The rainmaker

Preteen girls swoon for Hollywood mogul.


SPIRIT: STALLION OF THE CIMARRON

directed by Kelly Asbury and Lorna Cook with Matt Damon, James Cromwell, and Daniel Studi opens May 24 at Majestic Bay, Meridian, Metro, Oak Tree, and others


GIRLS LOVE HORSES. That’s the can’t-miss marketing idea behind Spirit, the newest animated feature from DreamWorks SKG. So it wasn’t surprising to find the Cinerama packed with preteen girls at a recent invitation-only preview screening. The event was lavishly underwritten by DreamWorks with mountains of food and a special appearance by none other than Jeffrey Katzenberg, the K in SKG, who bravely stood up to introduce the film and its co-directors. It leant a certain quaint road-show feeling to the premiere, a human touch, which all good marketing surely requires.

And Katzenberg is nothing if not a good marketer, having previously produced such animation hits as The Lion King, Prince of Egypt, and a certain little Oscar-winner called Shrek (the second-highest grossing movie of 2001). Moreover, the man has guts, facing down an audience that I, frankly, found terrifying. If Spirit didn’t start on time, I worried, they’d riot like The Day of the Locust. Yet Katzenberg coolly stood his ground like a Jedi in the ring, keeping his remarks short before a surprisingly polite crowd still balancing food-laden paper plates on their tiny knees. (Manners!)

Fortunately the show began on time, and fortunately it’s only 82 minutes long, making it an easily passed test of parental patience. The kids probably won’t notice that the tale is narrated in voice-over by a horse (Matt Damon) who otherwise never speaks. Instead, his bucolic herd emotes with a wide and expressive repertoire of whinneys and neighs. Where are the Bryan Adams ballads coming from? (Do horses sing?) Don’t worry; your children won’t care.

MEANWHILE, YOU can admire the animation, which combines Shrek-style CGI background depth with more traditionally flat animated figures in the fore, like Johnny Quest sneaking into a Renoir. In an interview after the film with Katzenberg and the directors, this fusion of old and new was on everyone’s lips. “Marry the two is really what we try to do,” says co-director Kelly Asbury.

Parents will find Spirit‘s backdrop imagery familiar for good reason, Asbury explains. “We utilized the icons of the American West,” like Glacier National Park, Grand Teton National Park, etc. He further cites “the paintings of Frederic Remington and Charles Russell and Frank Tenney Johnson and James Reynolds and all those great Western artists . . . we wanted to step into those canvases.”
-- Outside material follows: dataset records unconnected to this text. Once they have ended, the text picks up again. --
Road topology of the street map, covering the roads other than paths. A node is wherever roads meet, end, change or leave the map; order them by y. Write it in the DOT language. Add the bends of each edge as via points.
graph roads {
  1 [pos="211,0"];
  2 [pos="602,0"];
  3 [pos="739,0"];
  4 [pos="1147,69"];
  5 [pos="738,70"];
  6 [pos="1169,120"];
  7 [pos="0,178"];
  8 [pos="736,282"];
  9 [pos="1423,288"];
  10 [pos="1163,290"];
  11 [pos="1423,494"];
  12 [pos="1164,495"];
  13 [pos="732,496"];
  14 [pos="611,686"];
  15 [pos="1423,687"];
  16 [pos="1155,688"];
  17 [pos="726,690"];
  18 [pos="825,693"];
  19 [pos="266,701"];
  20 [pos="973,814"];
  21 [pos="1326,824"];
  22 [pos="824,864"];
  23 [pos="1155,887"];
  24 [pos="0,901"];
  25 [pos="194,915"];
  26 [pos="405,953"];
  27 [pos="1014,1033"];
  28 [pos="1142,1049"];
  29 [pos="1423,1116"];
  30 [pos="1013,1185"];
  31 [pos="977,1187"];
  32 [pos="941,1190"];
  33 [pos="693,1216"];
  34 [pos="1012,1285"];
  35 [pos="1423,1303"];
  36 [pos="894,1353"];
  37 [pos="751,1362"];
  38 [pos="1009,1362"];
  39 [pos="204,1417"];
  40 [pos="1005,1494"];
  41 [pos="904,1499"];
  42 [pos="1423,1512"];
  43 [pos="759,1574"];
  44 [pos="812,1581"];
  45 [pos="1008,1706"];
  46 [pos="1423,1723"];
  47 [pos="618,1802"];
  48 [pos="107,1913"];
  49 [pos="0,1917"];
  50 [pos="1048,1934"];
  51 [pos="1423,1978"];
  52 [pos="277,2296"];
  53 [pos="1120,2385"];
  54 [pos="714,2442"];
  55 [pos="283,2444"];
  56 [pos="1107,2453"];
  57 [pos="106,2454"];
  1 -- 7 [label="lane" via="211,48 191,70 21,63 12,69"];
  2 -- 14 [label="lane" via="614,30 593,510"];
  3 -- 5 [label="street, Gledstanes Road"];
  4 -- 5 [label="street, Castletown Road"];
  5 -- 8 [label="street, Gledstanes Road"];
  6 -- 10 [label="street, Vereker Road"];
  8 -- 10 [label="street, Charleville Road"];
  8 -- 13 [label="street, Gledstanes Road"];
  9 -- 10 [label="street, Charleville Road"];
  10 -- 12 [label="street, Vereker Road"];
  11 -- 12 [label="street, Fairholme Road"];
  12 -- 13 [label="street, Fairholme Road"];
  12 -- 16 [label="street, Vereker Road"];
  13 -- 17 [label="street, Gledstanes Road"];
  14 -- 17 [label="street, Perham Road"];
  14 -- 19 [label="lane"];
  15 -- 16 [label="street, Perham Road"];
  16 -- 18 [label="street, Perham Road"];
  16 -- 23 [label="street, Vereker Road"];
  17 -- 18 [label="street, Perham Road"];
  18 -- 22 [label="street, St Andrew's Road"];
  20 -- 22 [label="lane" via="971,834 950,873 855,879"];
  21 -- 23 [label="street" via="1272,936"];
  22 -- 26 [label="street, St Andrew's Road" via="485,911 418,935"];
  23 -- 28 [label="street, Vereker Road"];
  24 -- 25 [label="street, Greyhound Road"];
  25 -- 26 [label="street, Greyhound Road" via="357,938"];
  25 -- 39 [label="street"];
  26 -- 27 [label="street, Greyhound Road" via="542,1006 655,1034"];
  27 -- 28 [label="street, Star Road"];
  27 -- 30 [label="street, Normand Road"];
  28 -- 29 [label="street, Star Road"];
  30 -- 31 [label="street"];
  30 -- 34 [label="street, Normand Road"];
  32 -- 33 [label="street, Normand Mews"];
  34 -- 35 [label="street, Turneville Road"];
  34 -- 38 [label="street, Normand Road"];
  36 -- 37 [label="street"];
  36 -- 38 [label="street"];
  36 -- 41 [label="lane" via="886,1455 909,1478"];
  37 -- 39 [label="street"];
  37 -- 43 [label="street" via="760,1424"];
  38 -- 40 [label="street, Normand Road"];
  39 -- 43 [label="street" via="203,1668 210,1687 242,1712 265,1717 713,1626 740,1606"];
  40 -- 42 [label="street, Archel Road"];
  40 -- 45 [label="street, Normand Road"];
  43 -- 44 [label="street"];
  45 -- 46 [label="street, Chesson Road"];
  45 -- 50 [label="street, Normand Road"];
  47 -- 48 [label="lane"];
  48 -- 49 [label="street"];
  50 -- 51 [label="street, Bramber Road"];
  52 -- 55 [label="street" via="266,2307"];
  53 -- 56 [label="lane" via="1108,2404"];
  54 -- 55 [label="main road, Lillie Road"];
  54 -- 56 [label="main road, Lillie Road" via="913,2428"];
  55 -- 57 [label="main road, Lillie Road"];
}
Well, once inside those canvasses, Spirit‘s story is pretty sketchy and one- dimensional. Spirit grows to be a mighty stallion in an American pastoral, but eventually his curiosity leads him from natural idyll to evil civilization, where a mean army colonel (James Cromwell) threatens to break Spirit’s, um, spirit. Parents may briefly feel alarmed when it appears that the blacksmith is about to geld our hero—cover their eyes!–but, no, he only wants to clip Spirit’s mane. Escaping to freedom, Spirit finds that not all mankind is so nefarious; a Lakota (Daniel Studi) treats him kindly and hooks him up with a pretty little filly named Rain. Over and over Spirit returns to its money shot—which is essentially horses running endlessly through romantic landscapes.

This is the kind of family-friendly storytelling, says Katzenberg, that’s driving the animation boom. Yet, he argues, “I don’t really see them as kids’ films. Shrek and Chicken Run and Antz and Spirit—these movies are made very much to work for an adult audience.” (Such assertions were unsupported at the screening where, unlike Shrek, neither parents nor childless critics shared the kids’ rapture.)

So does the animation boom follow the Gen-Y demographic boom? “I’ve never thought of it like that,” Katzenberg avers. Yet he is quite correct in pointing out that while showbiz is cyclical, bad movies never draw an audience—no matter how large their potential demographic. The installed base of preteen horse lovers doesn’t match that of, say, Harry Potter readers, but Spirit‘s small, satisfied viewers have much lower expectations.